In summary, the experience of positive-balanced emotions such as optimism, joy, pride, contentment, compassion, love, forgiveness, gratitude, humor have been associated with distinct neurobiological and psychological changes that provide a protective capacity. The positive emotion of awe, which reflects positive feelings of being in the presence of something vast that transcends our understanding of the world contributes to altruistic behaviors and to a sense of community. Awe helps shift one’s focus from a narrow self-interest to the interests and well-being of a group to which individuals belong. Sights and sounds of nature, collective rituals, artistic events of music and dance elicit positive emotions that have behavioral and physiological sequelae. These neurobiological responses include:

Increase of neurotransmitters like cortisol levels that facilitate pathway communication between Prefrontal Cortex (PFC) and subcortical systems like the amygdala. For instance, GABA (gamma amino butyric acid) which is an inhibiting neuropeptide made in the orbitomedium PFC (OBPFC) when released “turns down” the alarm system of the amygdala. The left PFC, a site associated with positive emotions such as happiness, is more activated during Compassion Meditation.
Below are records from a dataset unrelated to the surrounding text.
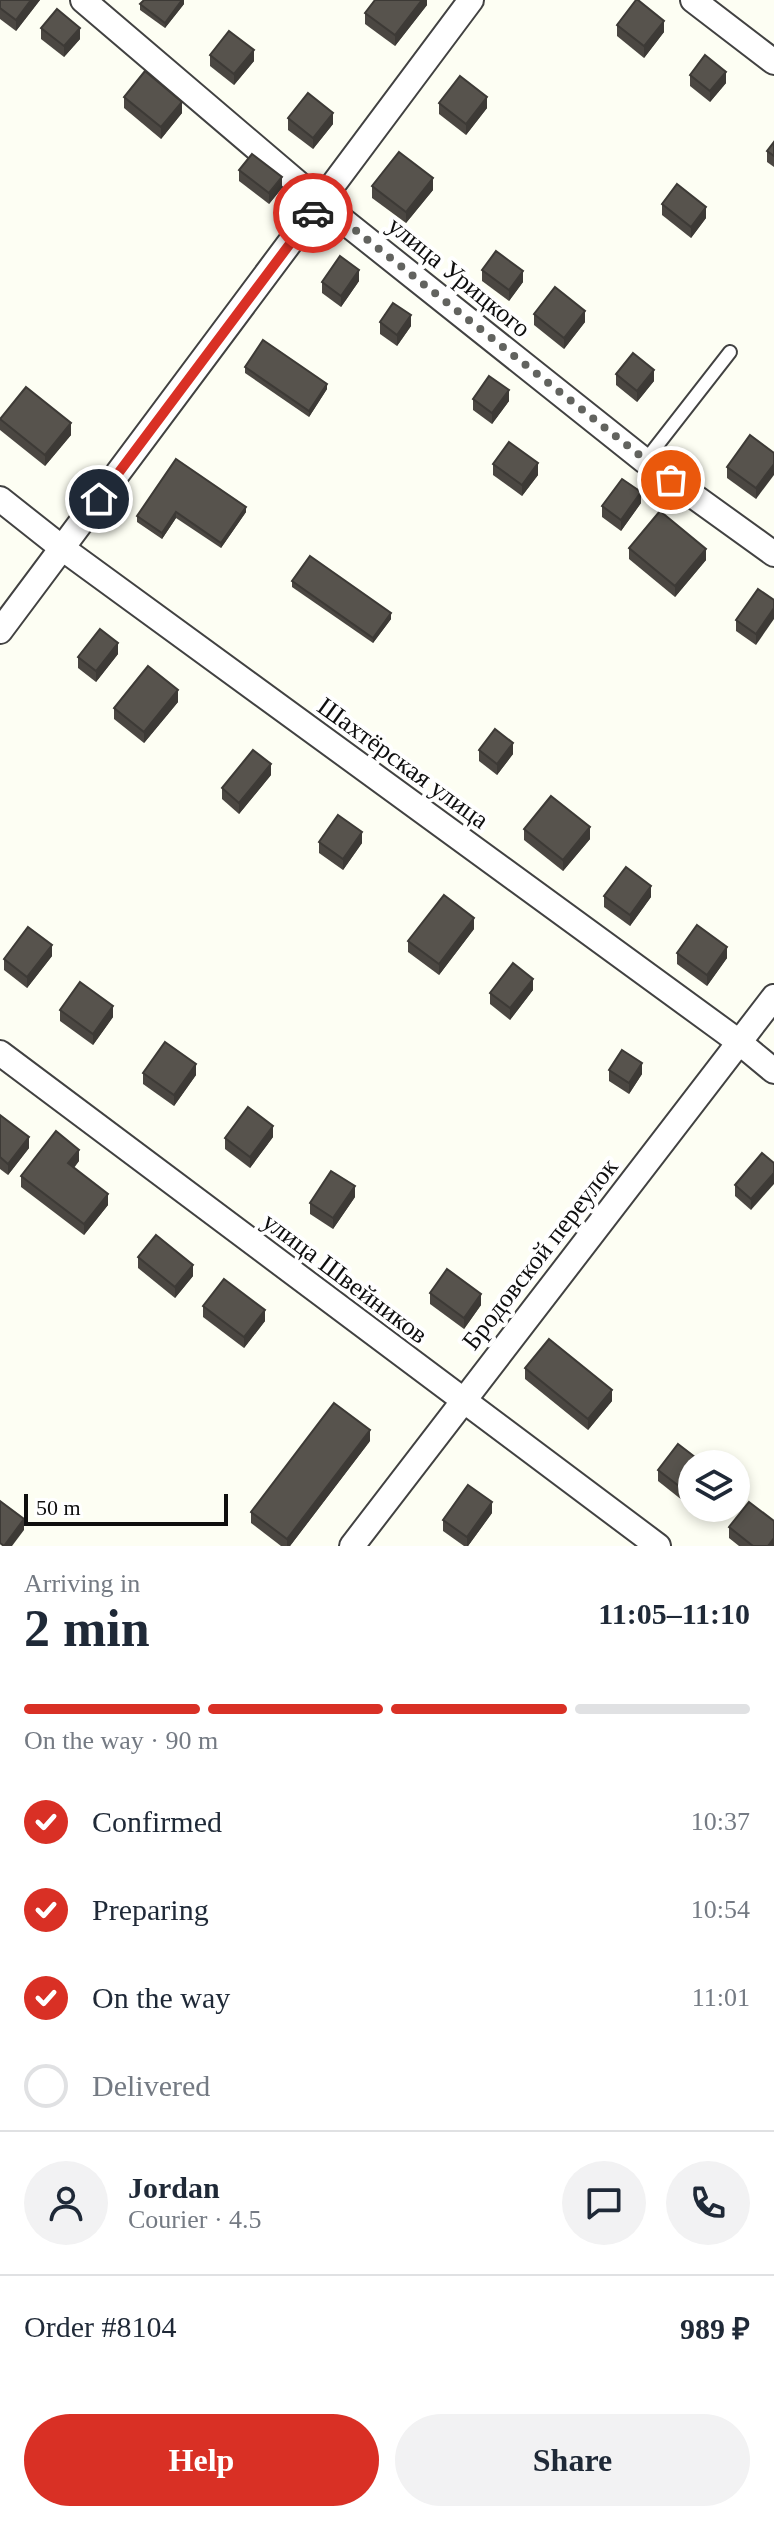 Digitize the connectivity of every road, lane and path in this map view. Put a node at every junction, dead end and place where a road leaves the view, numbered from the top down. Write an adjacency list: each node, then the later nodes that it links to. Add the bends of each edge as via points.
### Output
1 (471, 0): 5 (street)
2 (693, 0): 4 (street)
3 (96, 4): 5 (street, улица Урицкого)
4 (774, 62)
5 (321, 203): 7 (street, улица Урицкого); 9 (street)
6 (730, 352): 7 (lane)
7 (645, 461): 10 (street, улица Урицкого)
8 (0, 499): 9 (street, Шахтёрская улица)
9 (62, 548): 11 (street); 13 (street, Шахтёрская улица)
10 (774, 554)
11 (0, 631)
12 (774, 997): 13 (street, Бродовской переулок)
13 (739, 1042): 15 (street, Шахтёрская улица); 16 (street, Бродовской переулок)
14 (0, 1053): 16 (street, улица Швейников)
15 (774, 1071)
16 (463, 1401): 17 (street, Бродовской переулок); 18 (street, улица Швейников)
17 (352, 1546)
18 (658, 1546)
These positive emotions reduce physiological arousal and broaden and build an individual’s focus of attention, allowing more creative inclusive, flexible, integrative perspective taking, engenders positive reappraisal of difficult situations, fosters problem-focused coping, and facilitates the infusion of ordinary events with meaning. Fredrickson, in her Broaden-and-Build Theory, highlights that the impact of positive emotions is cumulative. Repeated positive emotional responses to negative events expands and builds psychological and behavioral resources.
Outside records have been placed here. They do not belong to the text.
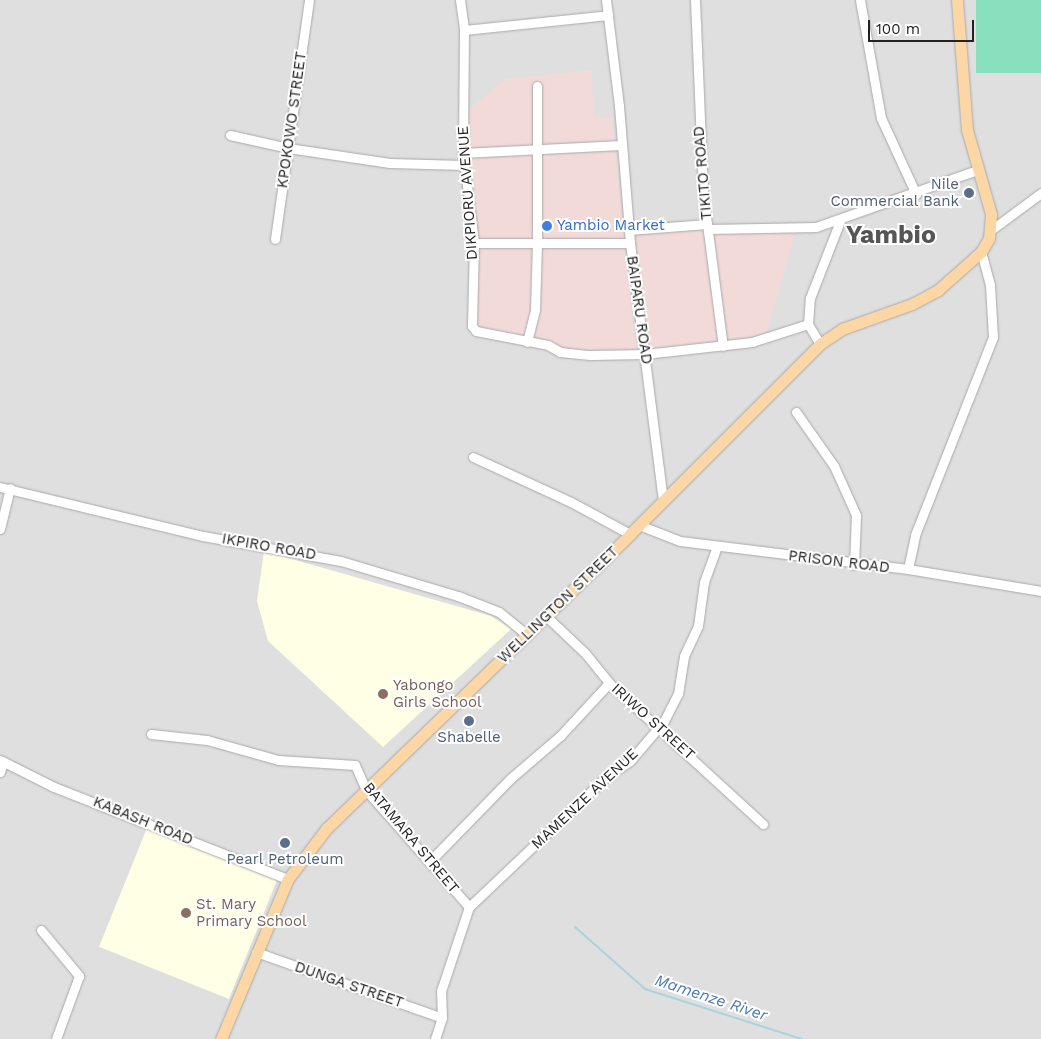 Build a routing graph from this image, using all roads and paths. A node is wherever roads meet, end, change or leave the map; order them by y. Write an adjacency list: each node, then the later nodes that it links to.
1 (309, 0): 12 (street, KPOKOWO STREET)
2 (460, 0): 8 (street, DIKPIORU AVENUE)
3 (606, 0): 7 (street, BAIPARU ROAD)
4 (695, 0): 20 (street, TIKITO ROAD)
5 (860, 0): 18 (street)
6 (957, 0): 16 (main road)
7 (608, 15): 8 (street); 11 (street, BAIPARU ROAD)
8 (464, 30): 14 (street, DIKPIORU AVENUE)
9 (537, 86): 13 (street)
10 (230, 135): 12 (street)
11 (622, 145): 13 (street); 21 (street, BAIPARU ROAD)
12 (288, 148): 15 (street); 23 (street, KPOKOWO STREET)
13 (539, 148): 14 (street); 25 (street)
14 (463, 153): 15 (street, DIKPIORU AVENUE)
15 (464, 165): 24 (street, DIKPIORU AVENUE)
16 (977, 170): 18 (street); 22 (main road)
17 (1041, 193): 22 (street)
18 (916, 194): 19 (street)
19 (840, 221): 20 (street); 28 (street)
20 (707, 226): 21 (street); 31 (street, TIKITO ROAD)
21 (629, 230): 26 (street, BAIPARU ROAD)
22 (991, 230): 27 (main road)
23 (275, 239)
24 (474, 243): 25 (street); 29 (street, DIKPIORU AVENUE)
25 (537, 243): 26 (street); 29 (street)
26 (630, 244): 32 (street, BAIPARU ROAD)
27 (982, 252): 30 (main road, WELLINGTON STREET); 43 (street)
28 (808, 324): 30 (street); 31 (street)
29 (527, 342): 32 (street)
30 (820, 344): 37 (main road, WELLINGTON STREET)
31 (723, 346): 32 (street)
32 (645, 354): 37 (street, BAIPARU ROAD)
33 (796, 412): 42 (street)
34 (473, 457): 40 (street)
35 (0, 487): 36 (street, IKPIRO ROAD)
36 (10, 488): 39 (street); 46 (street, IKPIRO ROAD)
37 (663, 500): 38 (main road, WELLINGTON STREET)
38 (639, 525): 40 (main road, WELLINGTON STREET); 41 (street, PRISON ROAD)
39 (0, 529)
40 (630, 534): 45 (main road, WELLINGTON STREET)
41 (717, 546): 42 (street, PRISON ROAD); 48 (street, MAMENZE AVENUE)
42 (854, 565): 43 (street, PRISON ROAD)
43 (908, 569): 44 (street, PRISON ROAD)
44 (1041, 591)
45 (546, 616): 46 (main road, WELLINGTON STREET); 47 (street, IRIWO STREET)
46 (527, 635): 52 (main road, WELLINGTON STREET)
47 (609, 683): 48 (street, IRIWO STREET); 54 (street)
48 (658, 728): 53 (street, IRIWO STREET); 56 (street, MAMENZE AVENUE)
49 (151, 734): 52 (street, BATAMARA STREET)
50 (2, 760): 51 (street); 55 (street, KABASH ROAD)
51 (0, 772)
52 (366, 790): 54 (street, BATAMARA STREET); 55 (main road, WELLINGTON STREET)
53 (763, 824)
54 (429, 862): 56 (street, BATAMARA STREET)
55 (288, 878): 58 (main road, WELLINGTON STREET)
56 (469, 907): 59 (street, MAMENZE AVENUE)
57 (41, 930): 60 (street)
58 (256, 952): 59 (street, DUNGA STREET); 61 (main road, WELLINGTON STREET)
59 (442, 1018): 62 (street, MAMENZE AVENUE)
60 (56, 1039)
61 (221, 1039)
62 (435, 1039)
IMPLICATIONS FOR CONDUCTING PSYCHOTHERAPY

The research on neurobiology of resilience underscores the value of conducting psychoeducation on neuroplasticity (the power of the human brain to change and repair itself) and the potential recovery from experiencing traumatic and victimizing experiences. The therapist can help clients learn a variety of skills and engage in activities that bolster positive emotions and improve resilience and health. When discussing with clients the lingering impact of traumatic and victimizing experiences, the therapist can convey examples of how the body “keeps score” and the enduring impact on the clients brain and behavior. The good news, however, is that the brain is a remarkable resilient organ and clients have the potential ability to reverse this process. Clients can learn to capitalize and build upon what is called neuroplasticity, and moreover, even begin to “turn on” and “turn off” the genes in their body (neurogenesis).
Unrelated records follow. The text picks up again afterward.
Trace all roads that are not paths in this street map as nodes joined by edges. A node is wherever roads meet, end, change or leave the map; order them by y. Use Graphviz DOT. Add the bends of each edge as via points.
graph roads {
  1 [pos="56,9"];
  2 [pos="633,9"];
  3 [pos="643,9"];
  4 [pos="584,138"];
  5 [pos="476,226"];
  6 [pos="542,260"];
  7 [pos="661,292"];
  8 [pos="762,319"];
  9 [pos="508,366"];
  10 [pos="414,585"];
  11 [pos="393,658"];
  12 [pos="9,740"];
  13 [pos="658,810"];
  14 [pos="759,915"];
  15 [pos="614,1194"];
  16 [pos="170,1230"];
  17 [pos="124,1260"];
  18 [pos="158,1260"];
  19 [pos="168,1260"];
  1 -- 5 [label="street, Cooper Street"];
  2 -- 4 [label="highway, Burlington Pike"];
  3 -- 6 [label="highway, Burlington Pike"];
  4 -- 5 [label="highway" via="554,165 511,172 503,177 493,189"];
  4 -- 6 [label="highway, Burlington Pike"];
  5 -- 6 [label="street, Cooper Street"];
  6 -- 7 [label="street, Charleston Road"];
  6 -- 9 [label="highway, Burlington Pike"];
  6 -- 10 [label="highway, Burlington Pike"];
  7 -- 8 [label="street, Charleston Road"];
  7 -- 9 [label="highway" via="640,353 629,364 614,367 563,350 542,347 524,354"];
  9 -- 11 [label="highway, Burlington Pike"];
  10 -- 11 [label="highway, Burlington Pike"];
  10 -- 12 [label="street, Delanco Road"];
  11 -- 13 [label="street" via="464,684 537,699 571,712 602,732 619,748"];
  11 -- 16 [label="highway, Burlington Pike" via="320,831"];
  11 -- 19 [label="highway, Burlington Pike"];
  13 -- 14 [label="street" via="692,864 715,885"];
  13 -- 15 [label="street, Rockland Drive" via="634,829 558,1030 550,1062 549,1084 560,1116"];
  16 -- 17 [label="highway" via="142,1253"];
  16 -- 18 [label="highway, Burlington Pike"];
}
The therapist can say: “Let us begin by having you better appreciate the possible impact that traumatic and victimizing experiences may have on your brain and behavior. Traumatic events and losses can lead the lower part of your brain that is the emotional center to:

… hijack; overwhelm; flood; overshoot; ramp up; exceed; trigger action pathways;  over activate and have a spiraling, cascading snowball effect; prime or kindle;  shorten your fuse; and undermine and shut down the upper part of your brain, the  frontal lobe executive control center.”

            When conducting this type of psycho-education, the therapist should choose one or two of these illustrative verbs to describe the impact of traumatic and victimizing experiences and accompanying losses. Do not overwhelm the client. The therapist should then solicit personal examples from the client that reflects that activity.

            “Can you give me an example of how you did X?” (Choose one of the following):

“Magnified your fears; time slide back to your old ways of coping that once

worked for you; went into a kind of autopilot mode of survival; engaged in

safety behaviors; were hypervigilant and constantly on the lookout for possible

threats; repeatedly conducted a kind of after-action analysis in the form of

ruminating; had difficulty sleeping; sought an adrenaline-rush by engaging

in high-risk behaviors, used booze or drugs to self-medicate?”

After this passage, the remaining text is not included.